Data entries
_____

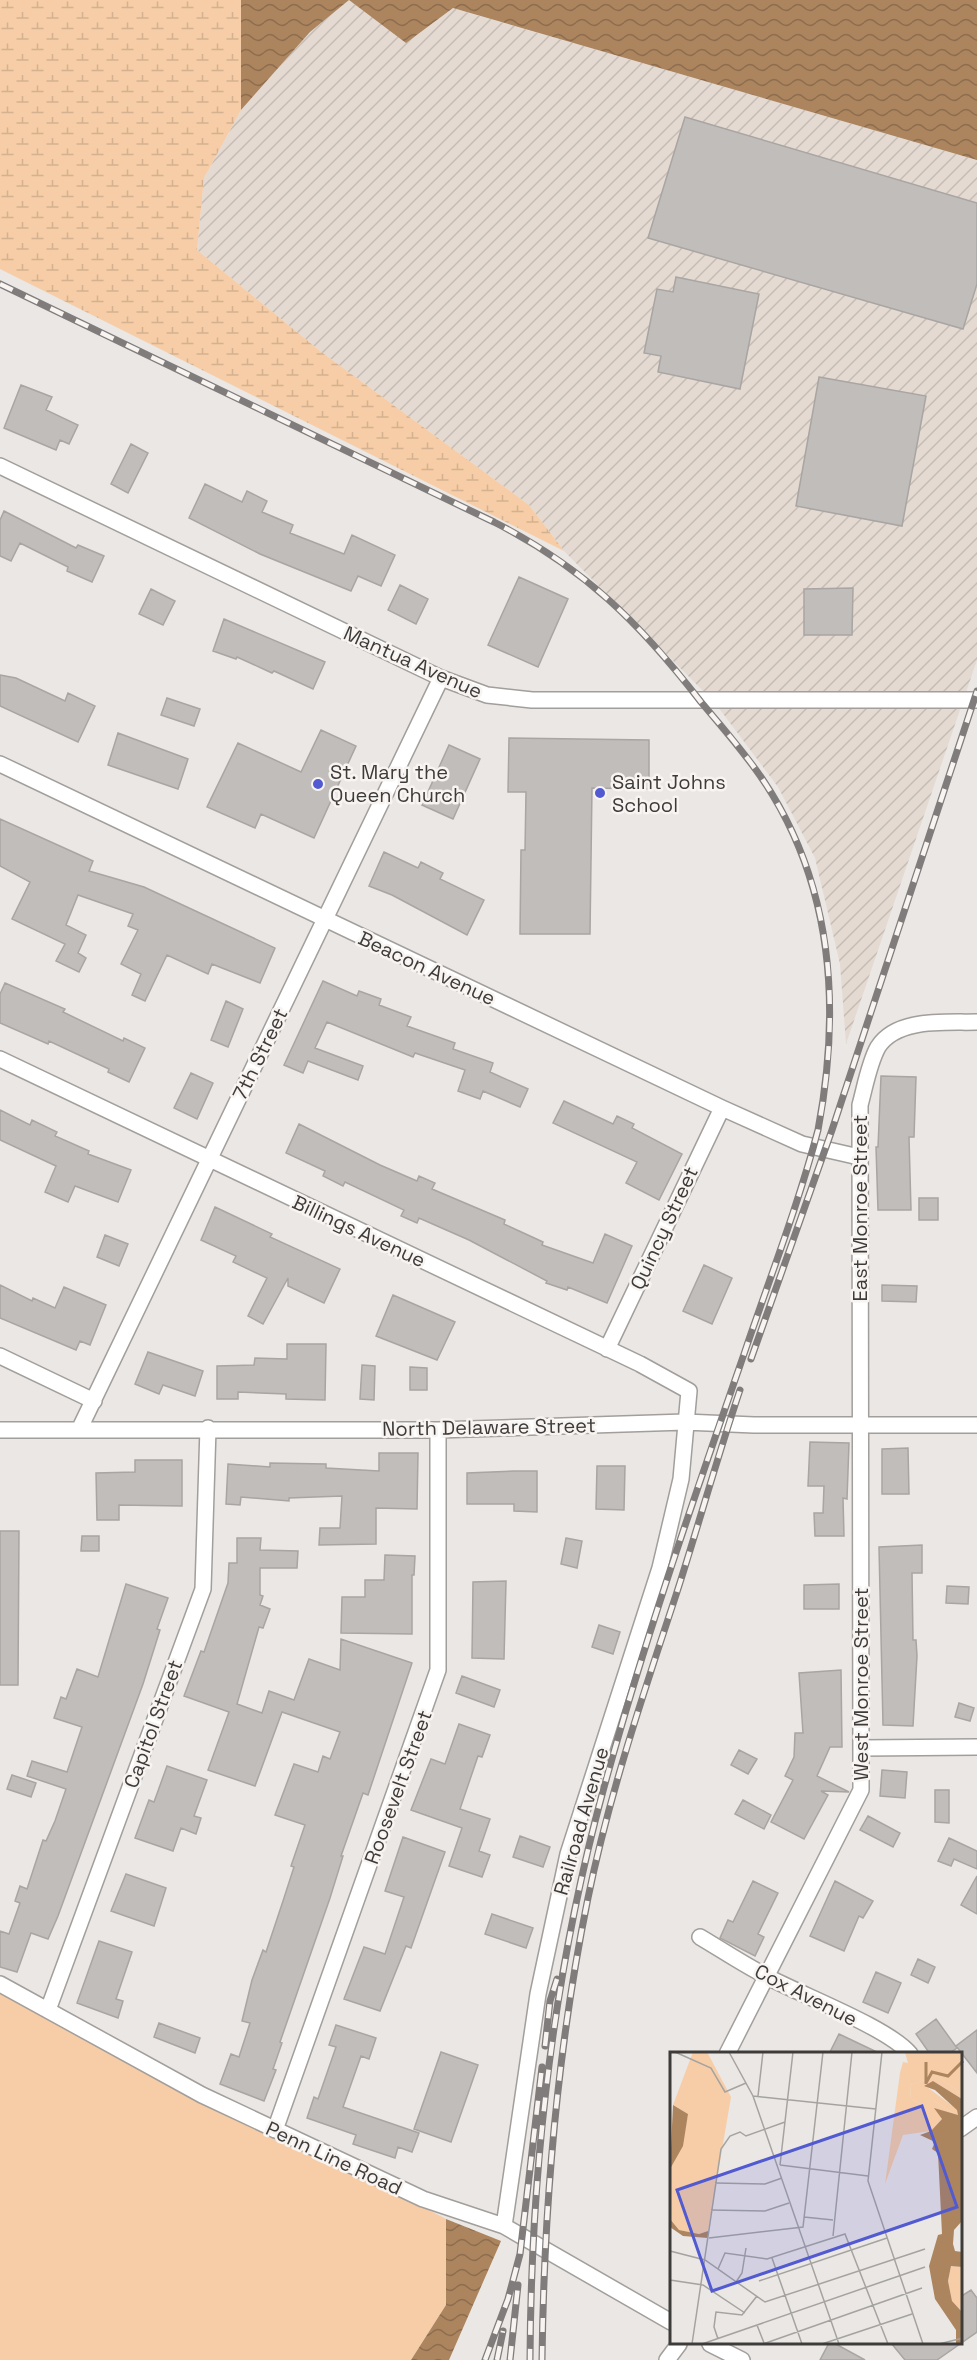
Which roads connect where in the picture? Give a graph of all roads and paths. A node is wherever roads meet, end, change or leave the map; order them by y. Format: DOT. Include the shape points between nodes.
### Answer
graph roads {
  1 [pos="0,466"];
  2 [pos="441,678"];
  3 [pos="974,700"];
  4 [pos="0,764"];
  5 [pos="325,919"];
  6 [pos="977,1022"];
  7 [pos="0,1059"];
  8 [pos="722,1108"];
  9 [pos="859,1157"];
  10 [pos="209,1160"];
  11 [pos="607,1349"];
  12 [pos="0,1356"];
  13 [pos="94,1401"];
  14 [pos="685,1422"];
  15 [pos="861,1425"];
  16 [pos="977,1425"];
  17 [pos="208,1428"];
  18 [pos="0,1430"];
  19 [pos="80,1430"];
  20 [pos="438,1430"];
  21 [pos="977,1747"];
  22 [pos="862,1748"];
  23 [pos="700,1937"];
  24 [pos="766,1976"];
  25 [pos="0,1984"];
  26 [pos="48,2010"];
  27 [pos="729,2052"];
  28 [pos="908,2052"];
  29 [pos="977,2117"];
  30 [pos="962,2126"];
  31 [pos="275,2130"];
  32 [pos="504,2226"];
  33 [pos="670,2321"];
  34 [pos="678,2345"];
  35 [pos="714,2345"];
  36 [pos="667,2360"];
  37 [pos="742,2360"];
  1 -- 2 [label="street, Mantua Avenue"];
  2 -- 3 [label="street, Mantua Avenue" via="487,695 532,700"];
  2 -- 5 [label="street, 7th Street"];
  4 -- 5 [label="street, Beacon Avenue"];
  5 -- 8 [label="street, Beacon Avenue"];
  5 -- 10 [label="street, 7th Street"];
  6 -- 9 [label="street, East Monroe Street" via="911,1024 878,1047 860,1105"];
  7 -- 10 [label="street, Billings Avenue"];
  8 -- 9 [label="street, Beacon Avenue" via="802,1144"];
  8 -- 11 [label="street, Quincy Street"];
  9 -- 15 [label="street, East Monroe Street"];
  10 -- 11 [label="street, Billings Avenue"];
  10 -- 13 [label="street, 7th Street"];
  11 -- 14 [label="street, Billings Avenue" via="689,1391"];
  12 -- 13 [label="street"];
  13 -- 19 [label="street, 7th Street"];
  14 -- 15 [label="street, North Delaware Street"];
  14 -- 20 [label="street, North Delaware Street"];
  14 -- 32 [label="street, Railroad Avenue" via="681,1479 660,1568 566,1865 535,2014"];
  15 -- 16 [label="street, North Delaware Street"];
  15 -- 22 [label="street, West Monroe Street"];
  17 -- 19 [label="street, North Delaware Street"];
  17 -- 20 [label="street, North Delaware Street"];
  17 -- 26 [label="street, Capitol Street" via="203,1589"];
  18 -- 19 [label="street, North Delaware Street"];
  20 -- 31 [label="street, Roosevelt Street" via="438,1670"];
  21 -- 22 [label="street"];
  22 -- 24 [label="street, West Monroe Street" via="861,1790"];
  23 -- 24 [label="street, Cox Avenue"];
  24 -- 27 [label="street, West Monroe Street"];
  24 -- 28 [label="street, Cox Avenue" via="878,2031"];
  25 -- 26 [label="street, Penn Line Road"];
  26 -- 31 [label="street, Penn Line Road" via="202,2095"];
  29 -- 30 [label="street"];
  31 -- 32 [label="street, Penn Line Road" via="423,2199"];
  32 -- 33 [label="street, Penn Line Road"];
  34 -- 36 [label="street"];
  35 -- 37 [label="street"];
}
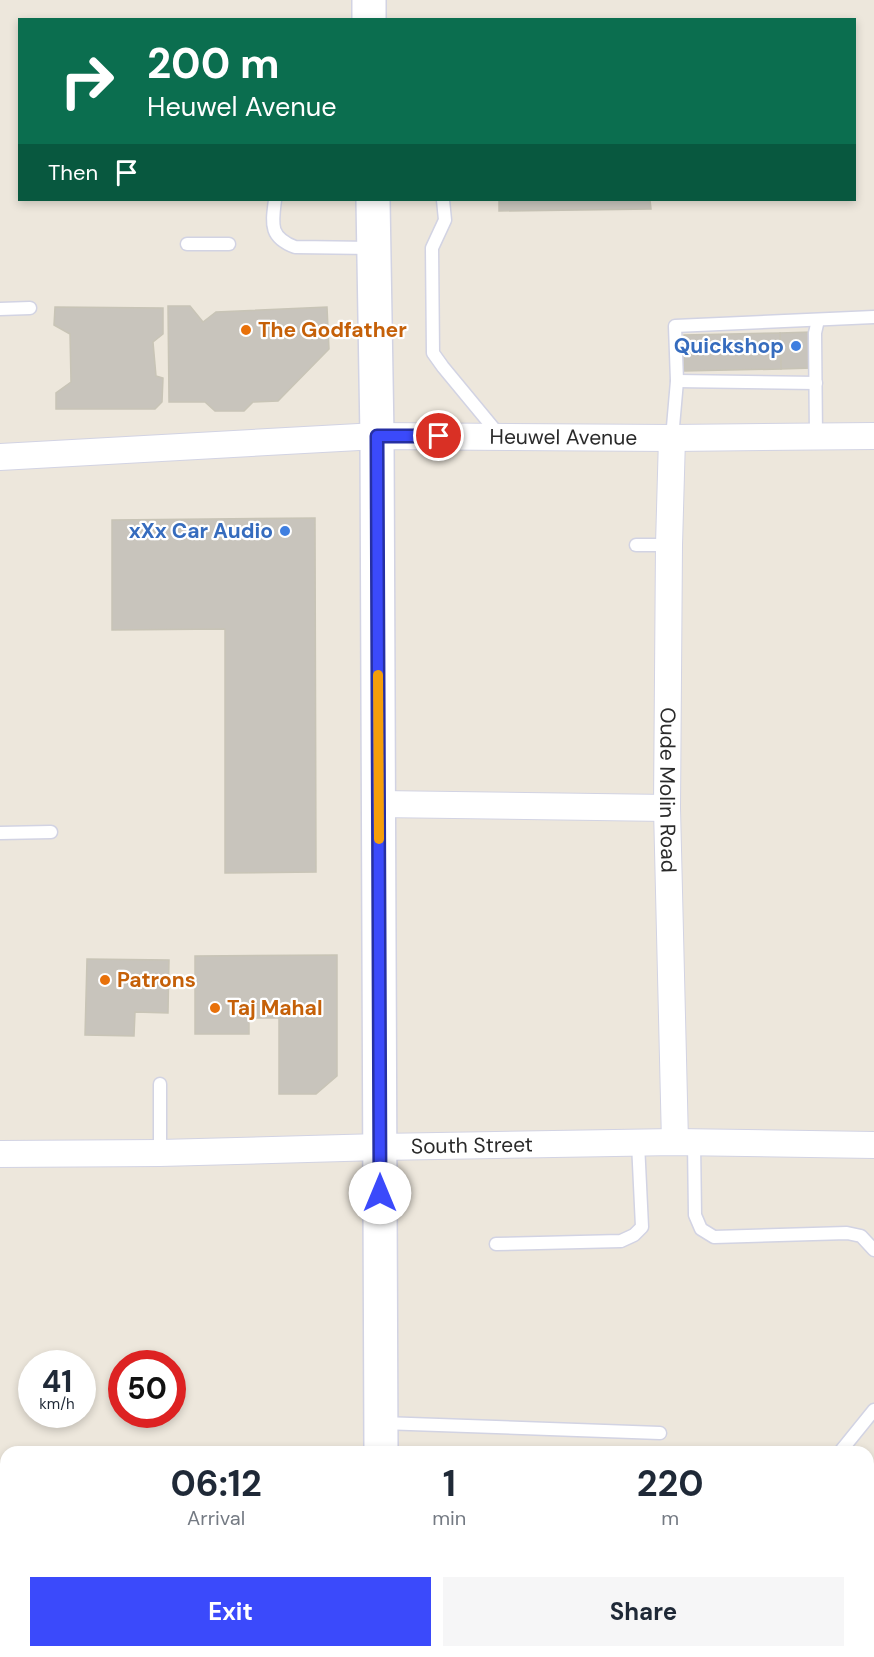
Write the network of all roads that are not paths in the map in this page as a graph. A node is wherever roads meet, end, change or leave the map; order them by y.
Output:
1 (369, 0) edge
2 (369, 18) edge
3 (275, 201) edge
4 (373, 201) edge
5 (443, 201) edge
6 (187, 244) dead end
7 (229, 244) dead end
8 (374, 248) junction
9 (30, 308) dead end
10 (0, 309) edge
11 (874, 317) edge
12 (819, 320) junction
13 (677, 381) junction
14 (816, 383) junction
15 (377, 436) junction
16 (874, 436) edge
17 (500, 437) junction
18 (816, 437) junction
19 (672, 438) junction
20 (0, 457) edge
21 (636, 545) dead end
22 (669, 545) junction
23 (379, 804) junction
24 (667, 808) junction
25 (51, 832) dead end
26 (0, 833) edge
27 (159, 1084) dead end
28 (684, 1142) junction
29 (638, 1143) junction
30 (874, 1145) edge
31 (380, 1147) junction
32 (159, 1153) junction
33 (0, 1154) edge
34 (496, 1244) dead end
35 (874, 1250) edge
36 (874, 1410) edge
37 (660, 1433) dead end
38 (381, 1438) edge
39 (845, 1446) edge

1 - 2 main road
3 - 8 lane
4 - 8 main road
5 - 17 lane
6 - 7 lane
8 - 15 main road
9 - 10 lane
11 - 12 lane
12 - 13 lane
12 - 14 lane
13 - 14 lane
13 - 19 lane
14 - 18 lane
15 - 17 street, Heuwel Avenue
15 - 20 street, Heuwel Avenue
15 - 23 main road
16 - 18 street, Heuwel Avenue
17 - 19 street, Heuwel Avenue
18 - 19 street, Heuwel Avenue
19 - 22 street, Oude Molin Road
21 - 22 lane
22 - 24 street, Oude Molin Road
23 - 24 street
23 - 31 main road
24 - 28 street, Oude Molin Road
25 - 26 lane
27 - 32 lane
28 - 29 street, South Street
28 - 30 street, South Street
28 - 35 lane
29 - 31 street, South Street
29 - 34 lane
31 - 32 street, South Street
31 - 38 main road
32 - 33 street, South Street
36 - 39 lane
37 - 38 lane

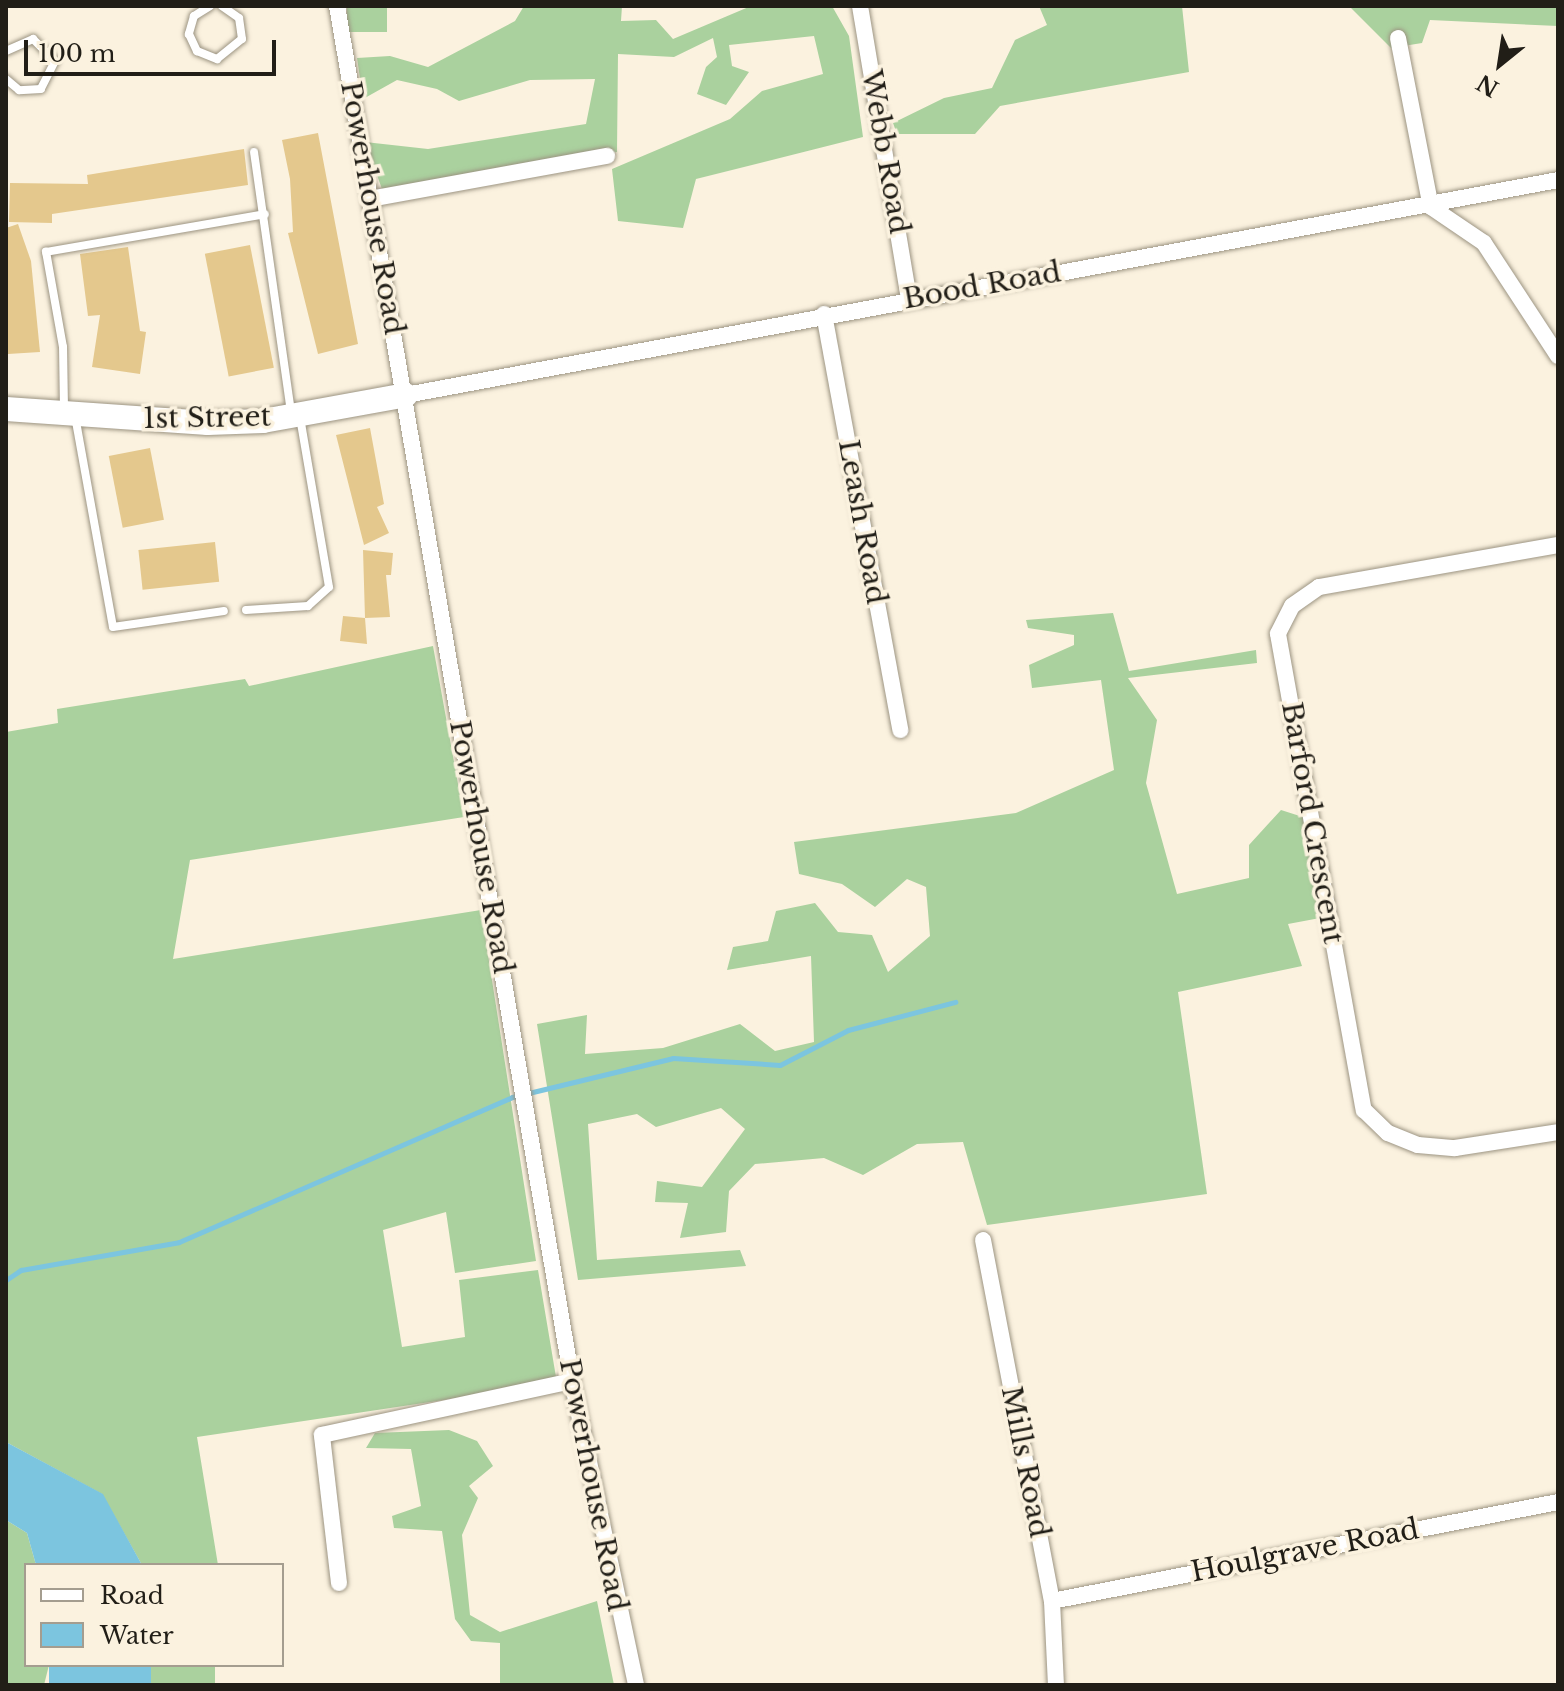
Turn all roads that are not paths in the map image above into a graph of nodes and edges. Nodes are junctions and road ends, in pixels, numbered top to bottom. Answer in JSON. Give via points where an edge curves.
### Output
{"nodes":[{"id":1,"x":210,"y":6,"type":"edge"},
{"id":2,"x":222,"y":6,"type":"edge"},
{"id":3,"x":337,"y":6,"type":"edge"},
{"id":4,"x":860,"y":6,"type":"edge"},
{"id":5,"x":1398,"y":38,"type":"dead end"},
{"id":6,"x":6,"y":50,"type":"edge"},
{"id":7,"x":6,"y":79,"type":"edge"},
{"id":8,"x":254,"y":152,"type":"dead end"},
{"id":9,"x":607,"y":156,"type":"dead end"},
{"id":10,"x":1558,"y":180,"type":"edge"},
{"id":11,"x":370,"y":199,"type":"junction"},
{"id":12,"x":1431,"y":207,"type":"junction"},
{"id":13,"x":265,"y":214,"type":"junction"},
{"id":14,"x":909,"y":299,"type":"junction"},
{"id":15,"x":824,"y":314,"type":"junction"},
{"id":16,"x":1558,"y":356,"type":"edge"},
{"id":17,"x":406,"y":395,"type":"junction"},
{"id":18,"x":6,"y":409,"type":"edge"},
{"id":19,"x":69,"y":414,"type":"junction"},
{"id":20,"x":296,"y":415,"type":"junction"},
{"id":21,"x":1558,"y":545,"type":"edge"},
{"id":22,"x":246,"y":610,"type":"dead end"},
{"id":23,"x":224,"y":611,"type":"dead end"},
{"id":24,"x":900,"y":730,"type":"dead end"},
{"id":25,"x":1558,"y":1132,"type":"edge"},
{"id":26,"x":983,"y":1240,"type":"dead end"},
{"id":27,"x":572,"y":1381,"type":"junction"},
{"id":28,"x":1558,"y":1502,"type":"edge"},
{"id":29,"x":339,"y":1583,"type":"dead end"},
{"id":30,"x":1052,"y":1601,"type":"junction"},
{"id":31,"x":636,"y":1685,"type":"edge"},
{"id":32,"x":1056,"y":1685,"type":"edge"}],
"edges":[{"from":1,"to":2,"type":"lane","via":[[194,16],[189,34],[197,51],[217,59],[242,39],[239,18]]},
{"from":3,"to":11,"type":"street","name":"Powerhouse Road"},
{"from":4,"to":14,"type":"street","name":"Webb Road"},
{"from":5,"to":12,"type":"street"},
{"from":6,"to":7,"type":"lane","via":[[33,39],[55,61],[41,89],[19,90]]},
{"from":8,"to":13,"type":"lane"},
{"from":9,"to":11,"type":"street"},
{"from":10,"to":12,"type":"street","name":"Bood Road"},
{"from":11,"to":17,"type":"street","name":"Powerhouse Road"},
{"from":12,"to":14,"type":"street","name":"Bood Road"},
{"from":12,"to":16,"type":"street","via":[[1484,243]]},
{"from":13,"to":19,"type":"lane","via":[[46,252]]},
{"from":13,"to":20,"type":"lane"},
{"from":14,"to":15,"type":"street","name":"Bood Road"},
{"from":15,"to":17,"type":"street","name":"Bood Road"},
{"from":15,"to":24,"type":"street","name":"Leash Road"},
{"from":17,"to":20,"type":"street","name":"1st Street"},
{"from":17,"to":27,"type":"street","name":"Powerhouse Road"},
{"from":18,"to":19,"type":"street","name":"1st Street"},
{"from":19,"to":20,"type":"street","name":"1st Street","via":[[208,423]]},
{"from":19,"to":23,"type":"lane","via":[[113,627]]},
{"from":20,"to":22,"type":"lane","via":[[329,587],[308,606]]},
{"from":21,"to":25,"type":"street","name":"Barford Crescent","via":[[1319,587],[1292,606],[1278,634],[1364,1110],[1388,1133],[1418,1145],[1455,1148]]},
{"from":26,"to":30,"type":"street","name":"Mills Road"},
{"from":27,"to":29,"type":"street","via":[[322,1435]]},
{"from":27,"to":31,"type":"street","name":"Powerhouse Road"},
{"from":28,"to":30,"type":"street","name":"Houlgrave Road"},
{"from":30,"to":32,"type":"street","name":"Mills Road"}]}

_____

What to do
For each line of the entries that contains the word "Bood", make a copy.

Solved problem
{"from":10,"to":12,"type":"street","name":"Bood Road"},
{"from":12,"to":14,"type":"street","name":"Bood Road"},
{"from":14,"to":15,"type":"street","name":"Bood Road"},
{"from":15,"to":17,"type":"street","name":"Bood Road"},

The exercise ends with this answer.